La reunión de la Internacional Socialista celebrada en Bruselas el 29 de julio de 1914 se opuso a la guerra inminente. Jean Jaurés subió a la tribuna para clamar: “Después de veinte siglos de cristianismo sobre los pueblos, después de cien años del triunfo de los principios de los derechos del hombre, ¿cómo es posible que millones de hombres se maten sin saber por qué ni sin que lo sepan sus dirigentes? ¿Queréis que os diga la diferencia entre la clase obrera y la clase burguesa? La clase obrera odia la guerra colectivamente pero no le teme individualmente, mientras que la burguesía celebra la guerra colectivamente y la teme individualmente. Por eso cuando los burgueses chovinistas han convertido la tempestad en amenazante, sienten miedo y se preguntan si los socialistas actuarán para impedirla”.

Dos días después Jaurés era asesinado en un café de París por las balas de un estudiante afiliado al grupo nacionalista Liga de Jóvenes Amigos de la Alsacia-Lorena. Los socialistas de toda Europa no actuaron para impedir la guerra, enviaron a los trabajadores a defender cada patria bajo la dirección de aquellos gobiernos.
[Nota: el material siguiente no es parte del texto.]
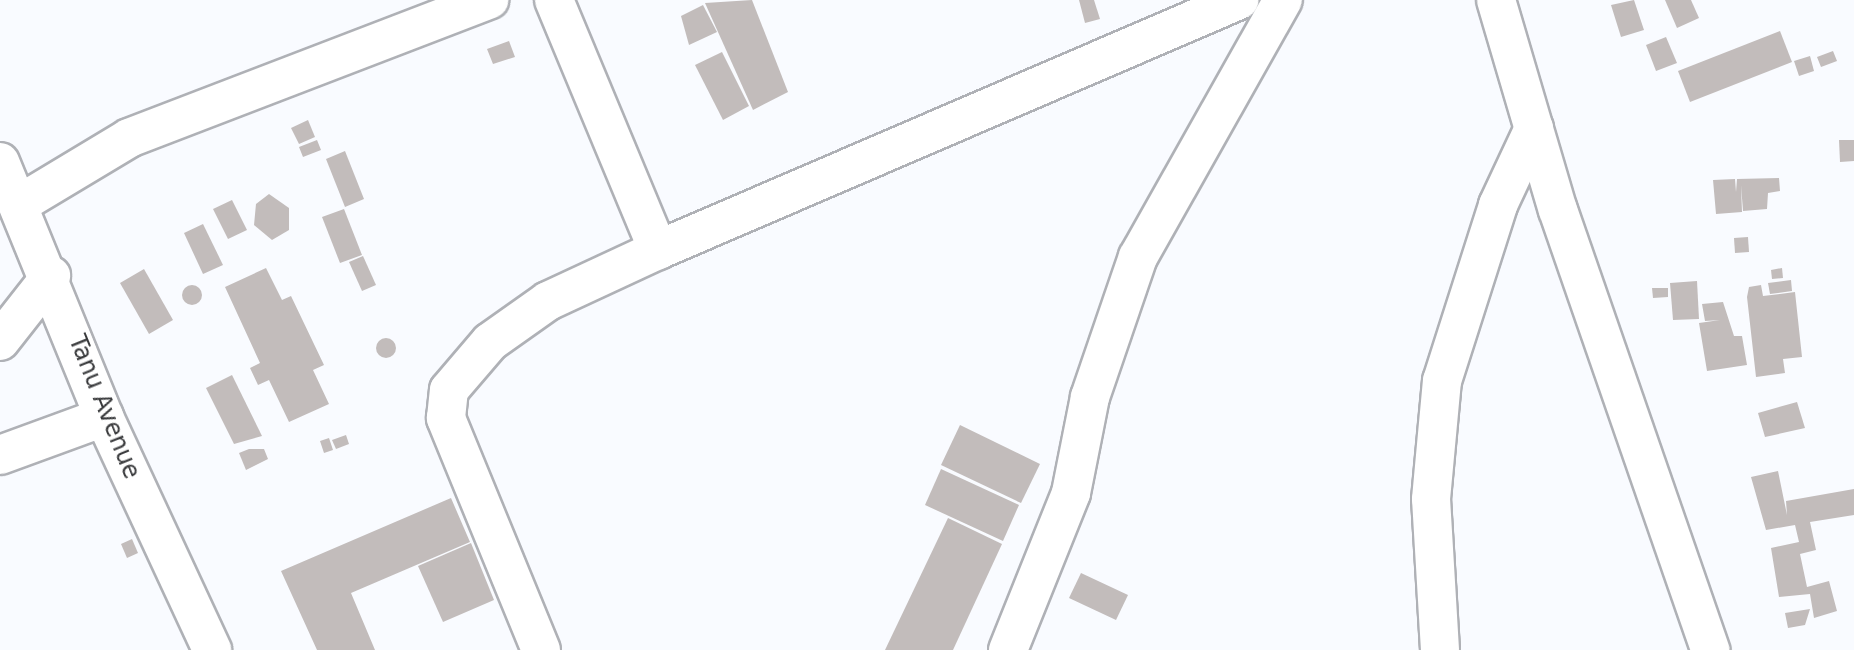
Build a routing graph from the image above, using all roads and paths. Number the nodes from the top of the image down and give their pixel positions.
1 (489, 0) edge
2 (554, 0) edge
3 (1239, 0) edge
4 (1283, 0) edge
5 (1496, 0) edge
6 (1534, 128) junction
7 (0, 162) edge
8 (21, 203) junction
9 (658, 250) junction
10 (51, 276) junction
11 (0, 341) edge
12 (104, 417) junction
13 (0, 455) edge
14 (212, 650) edge
15 (541, 650) edge
16 (1008, 650) edge
17 (1440, 650) edge
18 (1710, 650) edge

1 - 8 street
2 - 9 street
3 - 9 street
4 - 16 street
5 - 6 street
6 - 17 street
6 - 18 street
7 - 8 street, Tanu Avenue
8 - 10 street, Tanu Avenue
9 - 15 street
10 - 11 street
10 - 12 street, Tanu Avenue
12 - 13 street
12 - 14 street, Tanu Avenue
La hegemonía alemana es hoy de nuevo indiscutible. Europa vuelve a ser un continente marcado por la voluntad alemana de dominio, primero con el militarismo y ahora con la economía. El desenlace de aquel militarismo es bien conocido, el del dominio económico comienza a serlo. El país que ha destruido Europa dos veces en un siglo puede hacerlo una tercera y repetir con formas distintas el mismo error de costes inhumanos.

La creación de la Sociedad de Naciones tras la Primera Guerra Mundial y de la Unión Europea tras de la Segunda no fue nada más que alzar una barrera contra un nuevo enfrentamiento entre sus miembros, del mismo modo que el Estado del bienestar fue una barrera contra el abuso excesivo de unas clases sociales sobre otras y que la creación del euro fue la respuesta europea a la reunificación alemana de 1990, a la renacida fuerza expansiva del país hegemónico. Al cabo de pocos años, el euro se ha convertido en un instrumento de dominio alemán.

Alemania tiene una nuevo oportunidad de demostrar que su receta no está destinada exclusivamente a fortalecerse ella misma en detrimento de los demás, que la solidaridad europea no es a cambio del pleno dominio germánico por tercera vez en un siglo, con resultados catastróficos. No puede hacer lo que quiera con sus socios, todos más pequeños que ella. Un liderazgo que tan solo beneficia al líder deriva en tiranía y en enfrentamiento.